Crítica de «Café society» (****): Feliz y triste juego sobre las bromas inquietantes del amor

Woody Allen clava el estilete con el sadismo de Jack y con la gracia de un gaditano en su retrato del viejo Hollywood de los años treinta

Día 26/08/2016 - 13.36h

Hay que ser realmente complicado, como Woody Allen, para lograr expresarse con tanta sencillez como él lo hace y contar esta historia rebosante de vitalidad y feliz fascinación sin que apenas se note que está atravesada por un flechazo de tristeza.

Todo es feliz y fascinante en su retrato de aquel viejo Hollywood de los años treinta empapado de fina banalidad al que contrapone uno aún más instructivo, o atractivo, del Nueva York del jazz, la copa helada y la frase ardiente (ya saben, lo que en Hollywood son piscinas, en Nueva York es sarcasmo)?, un territorio, el de la frivolidad social y el de la fruslería artística y cultural, en el que Woody Allen clava el estilete con el sadismo de Jack y con la gracia de un gaditano.

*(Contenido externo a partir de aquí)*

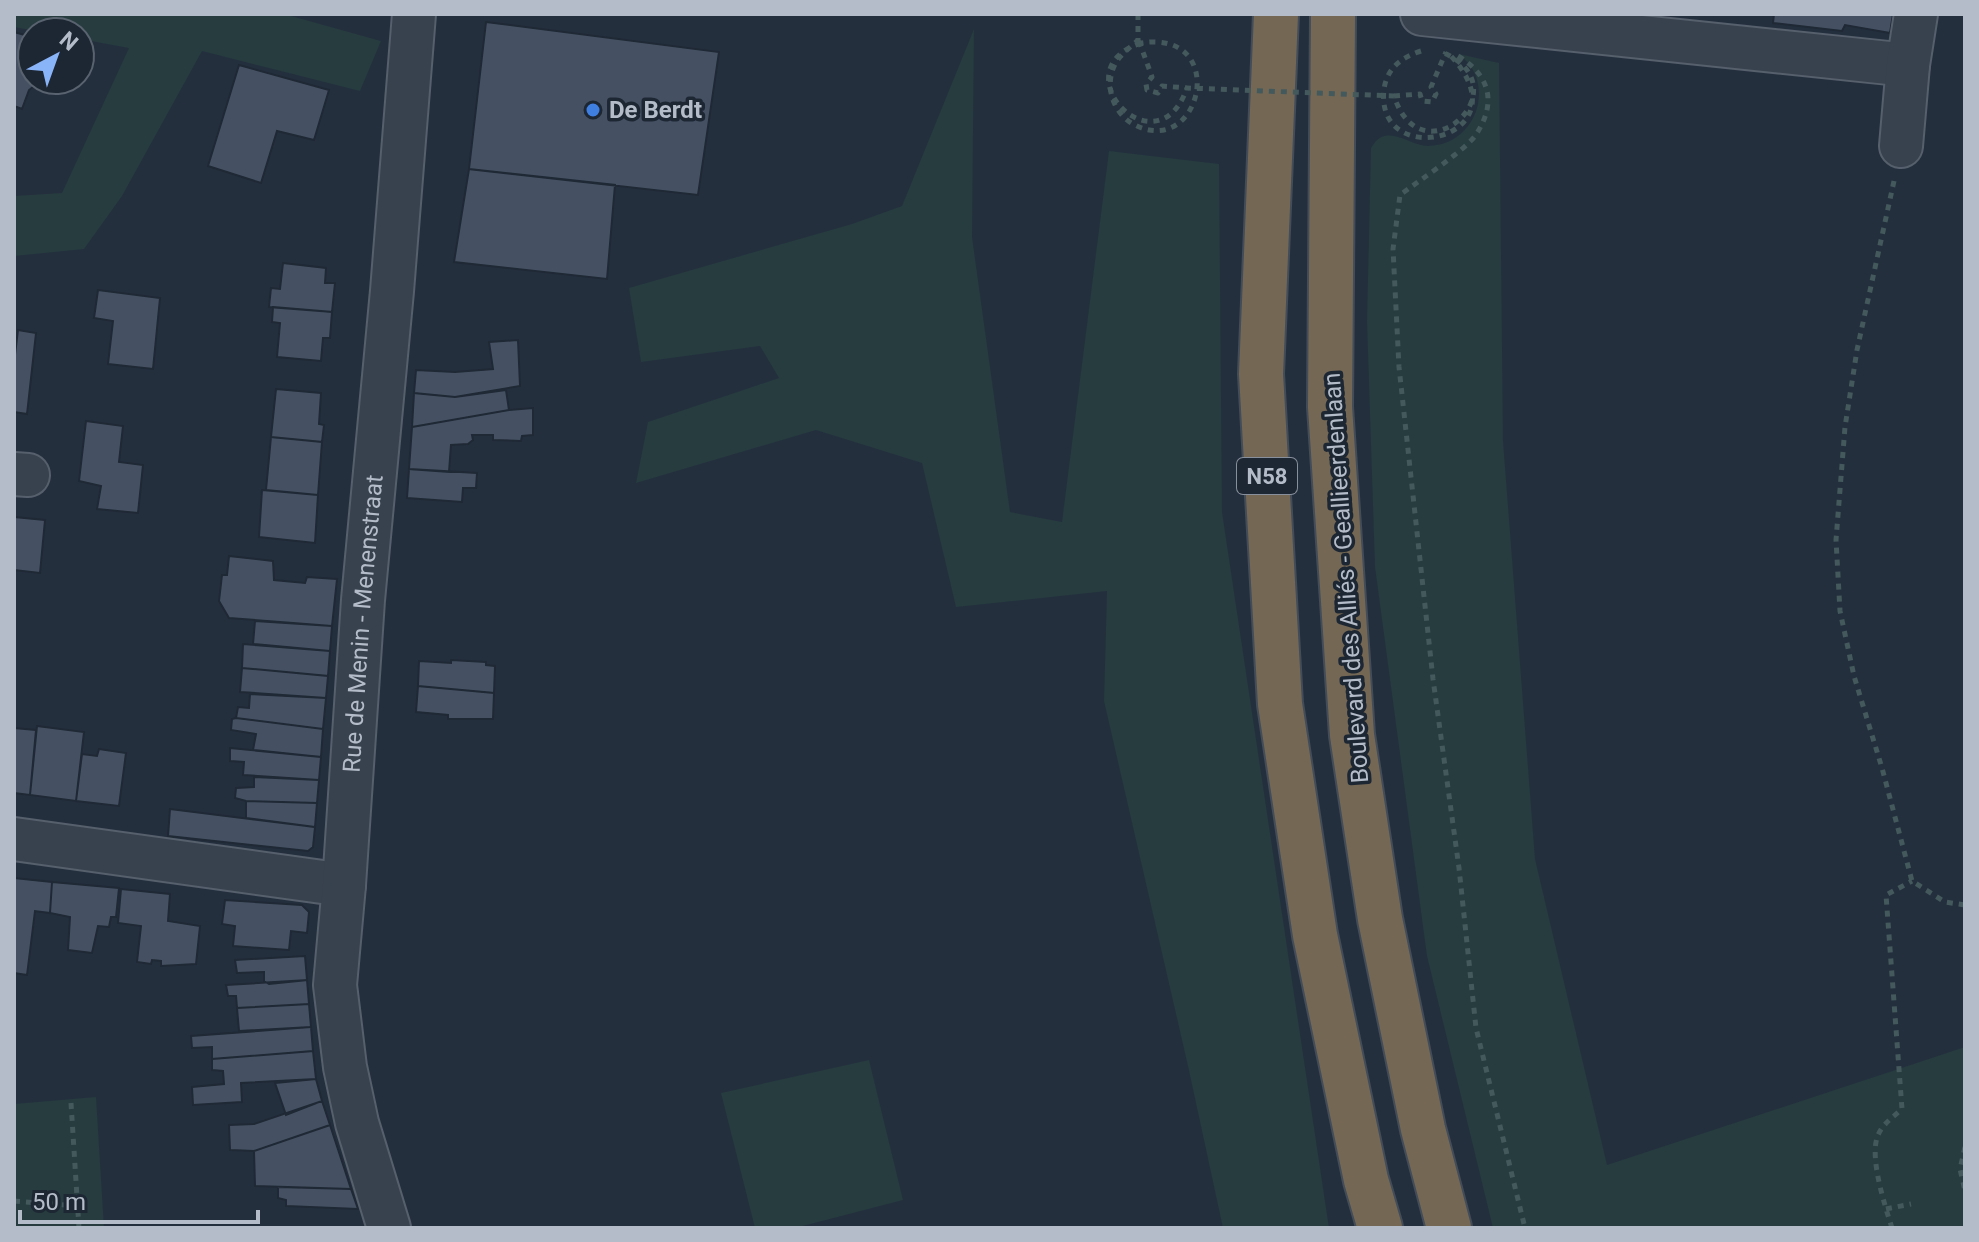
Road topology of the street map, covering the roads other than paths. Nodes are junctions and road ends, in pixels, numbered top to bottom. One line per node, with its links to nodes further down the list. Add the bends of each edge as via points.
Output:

Pero todo eso, fantástico, divertido y brillante, es sólo el ropaje de algo realmente provocador, simple pero inquietante, que nos quiere contar, y que además está disimulado con las lentejuelas del tópico: una historia de amor (quizá mejor, una no historia de amor) con las esquinas limadas por el paso de la vida, el peso de las aspiraciones, el poso de la melancolía al reconocer que ese no fructificar del amor no te impide ser «feliz», que los personajes pueden ir por su «mejor» camino mientras que la pasión perdida va por otro?

Y Woody Allen consigue filmar el pensamiento romántico en su escapada nostálgica y ensimismada tras el sentimiento amoroso, que está en otro lugar, y atrapa el mágico momento sin darse importancia este director octogenario que lo sabe todo, incluido el no caer ni un solo instante en la blandura o la flacidez. El protagonista, Jesse Eisenberg, está impregnado del tufillo Allen, de su traza, de su percha, de su confusión inteligente entre la felicidad y el amargor, y frente a él, sublimada en una mezcla de vulgaridad y encanto, Kristen Stewart, la almendra que pela esta historia tan divertida, tan espumante y, en el fondo, tan taciturna y triste.